What, according to you, is your greatest strength in writing. What is your greatest weakness? How can you minimize your weakness?
My greatest writing strength is my ability to articulate a clear and concise thesis and trace this through a piece of written work. I never lose sight of my focus. However, my greatest weakness is my tendency to be jargonistic. In my academic writing, I tend to use words specific to my field and audience, forgetting that my written work may be consumed by both those within and without of my field. To minimize this, I rely on multiple rounds of proofreading of my own work, as well as having my work checked by scholars within and without of my field. Every writer should be aware of their strengths and weaknesses and have strategies in place to adapt to them!
What is the 14th Amendment? Provide at least two examples of the ways in which it was used by the Supreme Court to advance civil rights in the 20th century (making sure to explain and contextualize these examples).

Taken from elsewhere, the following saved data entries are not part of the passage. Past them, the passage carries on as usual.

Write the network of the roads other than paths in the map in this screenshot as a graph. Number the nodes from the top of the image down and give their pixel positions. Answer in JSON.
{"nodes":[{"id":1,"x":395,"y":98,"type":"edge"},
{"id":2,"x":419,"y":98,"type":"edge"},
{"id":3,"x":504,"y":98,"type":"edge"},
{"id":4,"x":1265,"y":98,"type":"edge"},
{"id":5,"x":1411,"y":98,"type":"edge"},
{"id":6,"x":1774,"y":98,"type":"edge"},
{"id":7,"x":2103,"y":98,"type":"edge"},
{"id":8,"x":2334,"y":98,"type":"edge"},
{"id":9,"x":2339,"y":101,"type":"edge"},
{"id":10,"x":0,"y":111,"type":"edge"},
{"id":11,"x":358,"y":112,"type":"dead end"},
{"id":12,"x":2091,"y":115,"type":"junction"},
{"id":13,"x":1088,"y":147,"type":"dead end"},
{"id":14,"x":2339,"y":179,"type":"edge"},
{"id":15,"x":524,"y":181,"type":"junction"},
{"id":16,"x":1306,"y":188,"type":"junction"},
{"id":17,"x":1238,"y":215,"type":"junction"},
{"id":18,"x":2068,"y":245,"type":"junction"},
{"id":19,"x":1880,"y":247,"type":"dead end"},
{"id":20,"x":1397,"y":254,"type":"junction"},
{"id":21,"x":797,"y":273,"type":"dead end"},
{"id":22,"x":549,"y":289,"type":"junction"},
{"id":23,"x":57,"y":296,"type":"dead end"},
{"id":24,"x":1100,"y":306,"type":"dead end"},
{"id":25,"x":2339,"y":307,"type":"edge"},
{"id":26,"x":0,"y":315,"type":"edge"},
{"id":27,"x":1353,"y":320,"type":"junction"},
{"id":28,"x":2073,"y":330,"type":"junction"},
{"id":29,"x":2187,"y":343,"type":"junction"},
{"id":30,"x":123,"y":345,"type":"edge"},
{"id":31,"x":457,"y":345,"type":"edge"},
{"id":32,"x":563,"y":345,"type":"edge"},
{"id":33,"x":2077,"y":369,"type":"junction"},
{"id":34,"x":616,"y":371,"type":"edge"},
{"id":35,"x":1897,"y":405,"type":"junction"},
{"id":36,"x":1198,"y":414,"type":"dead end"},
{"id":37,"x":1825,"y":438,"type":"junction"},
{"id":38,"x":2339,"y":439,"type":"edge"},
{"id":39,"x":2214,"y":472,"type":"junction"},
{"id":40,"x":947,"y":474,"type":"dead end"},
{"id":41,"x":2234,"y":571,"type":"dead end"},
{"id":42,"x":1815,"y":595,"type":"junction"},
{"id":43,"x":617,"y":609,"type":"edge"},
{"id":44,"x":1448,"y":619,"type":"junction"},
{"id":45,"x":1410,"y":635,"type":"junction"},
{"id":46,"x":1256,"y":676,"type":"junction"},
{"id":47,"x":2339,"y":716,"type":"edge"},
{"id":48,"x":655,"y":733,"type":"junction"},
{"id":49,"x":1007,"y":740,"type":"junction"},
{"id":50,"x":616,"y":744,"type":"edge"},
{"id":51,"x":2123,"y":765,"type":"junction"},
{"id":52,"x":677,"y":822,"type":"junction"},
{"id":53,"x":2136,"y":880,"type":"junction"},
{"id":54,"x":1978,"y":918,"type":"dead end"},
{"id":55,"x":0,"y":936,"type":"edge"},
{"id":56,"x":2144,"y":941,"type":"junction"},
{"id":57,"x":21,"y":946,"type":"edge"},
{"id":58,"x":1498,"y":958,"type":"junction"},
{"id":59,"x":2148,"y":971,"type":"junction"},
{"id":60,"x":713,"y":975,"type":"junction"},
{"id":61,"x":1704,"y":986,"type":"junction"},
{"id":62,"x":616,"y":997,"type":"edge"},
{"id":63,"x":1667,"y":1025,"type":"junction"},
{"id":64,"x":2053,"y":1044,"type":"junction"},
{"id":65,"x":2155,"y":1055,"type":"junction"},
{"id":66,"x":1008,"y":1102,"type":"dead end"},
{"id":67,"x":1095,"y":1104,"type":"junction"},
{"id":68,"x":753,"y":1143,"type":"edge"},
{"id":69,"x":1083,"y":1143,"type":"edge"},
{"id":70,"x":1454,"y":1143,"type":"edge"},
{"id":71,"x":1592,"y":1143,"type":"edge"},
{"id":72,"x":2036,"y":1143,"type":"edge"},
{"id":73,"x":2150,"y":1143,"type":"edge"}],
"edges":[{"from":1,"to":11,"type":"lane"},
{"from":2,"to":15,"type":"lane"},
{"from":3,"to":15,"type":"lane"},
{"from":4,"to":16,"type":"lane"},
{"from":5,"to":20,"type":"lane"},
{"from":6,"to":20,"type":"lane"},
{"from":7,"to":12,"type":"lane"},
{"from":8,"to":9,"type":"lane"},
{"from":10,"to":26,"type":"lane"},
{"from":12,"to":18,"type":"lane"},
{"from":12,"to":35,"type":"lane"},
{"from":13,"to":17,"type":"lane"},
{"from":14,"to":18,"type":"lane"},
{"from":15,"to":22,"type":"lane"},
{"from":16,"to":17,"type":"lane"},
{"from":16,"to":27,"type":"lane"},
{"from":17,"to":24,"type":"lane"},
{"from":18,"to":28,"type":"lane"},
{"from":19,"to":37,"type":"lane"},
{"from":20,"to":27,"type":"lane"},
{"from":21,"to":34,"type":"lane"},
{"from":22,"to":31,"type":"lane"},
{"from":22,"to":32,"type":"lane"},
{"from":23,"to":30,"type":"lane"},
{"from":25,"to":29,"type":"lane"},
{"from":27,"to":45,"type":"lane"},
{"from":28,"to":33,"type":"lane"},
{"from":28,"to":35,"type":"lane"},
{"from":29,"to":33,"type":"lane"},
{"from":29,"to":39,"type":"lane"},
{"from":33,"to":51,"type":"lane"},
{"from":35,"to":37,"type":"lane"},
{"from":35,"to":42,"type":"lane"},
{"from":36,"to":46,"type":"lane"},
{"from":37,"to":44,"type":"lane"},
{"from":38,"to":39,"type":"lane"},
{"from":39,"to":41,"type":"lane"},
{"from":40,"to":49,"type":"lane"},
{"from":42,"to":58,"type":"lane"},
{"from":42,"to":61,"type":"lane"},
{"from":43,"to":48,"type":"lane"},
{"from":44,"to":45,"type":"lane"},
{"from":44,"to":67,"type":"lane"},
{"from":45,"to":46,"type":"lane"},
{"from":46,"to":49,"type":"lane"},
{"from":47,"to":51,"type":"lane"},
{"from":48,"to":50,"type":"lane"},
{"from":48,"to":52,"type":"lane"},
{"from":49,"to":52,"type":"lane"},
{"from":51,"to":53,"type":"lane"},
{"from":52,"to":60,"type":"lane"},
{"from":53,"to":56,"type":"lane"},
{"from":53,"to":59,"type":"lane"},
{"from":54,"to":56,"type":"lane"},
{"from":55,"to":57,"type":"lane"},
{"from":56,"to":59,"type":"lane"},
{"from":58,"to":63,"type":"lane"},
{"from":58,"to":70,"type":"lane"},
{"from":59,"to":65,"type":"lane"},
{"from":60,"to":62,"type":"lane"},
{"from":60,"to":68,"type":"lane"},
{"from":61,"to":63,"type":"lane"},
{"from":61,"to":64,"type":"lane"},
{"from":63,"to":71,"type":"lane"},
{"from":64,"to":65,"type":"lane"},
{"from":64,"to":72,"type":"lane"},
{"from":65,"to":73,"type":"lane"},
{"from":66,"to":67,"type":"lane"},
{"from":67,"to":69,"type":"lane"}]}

The 14th Amendment, commonly referred to as one of the "Civil Rights Amendments," guarantees all American citizens, regardless of race, equal protection under the law. The text of the 14th Amendment states that no state can create OR enforce any law that prevents any U.S. citizen from "life, liberty, or property." In the 20th century, the Supreme Court ruled on or around the amendment many times. One of the key ways in which the 14th Amendment was used was Brown v. Board of Education (1954), which struck down the pre-existing Jim-Crow-Era idea of "separate but equal" schooling. The Court ruled that segregation of public school students within a district violated the 14th Amendment. Another example of the Court's usage of the 14th Amendment to advance civil rights was in Loving v. Virginia (1967). In this particular case, an interracial couple took on the state of Virginia's previous law that forbade interracial marriage. The court ruled that such a law was unconstitutional because it violated the 14th Amendment as defined above.
What are the three most important things to remember as you head into the ACT?
1. Answer all of the questions! There's no penalty for a wrong answer. 2. The RIGHT answer is there on the page somewhere. If you have to find it by deciding what's NOT right first, do that! 3. You can do this. College is in your future. You will succeed!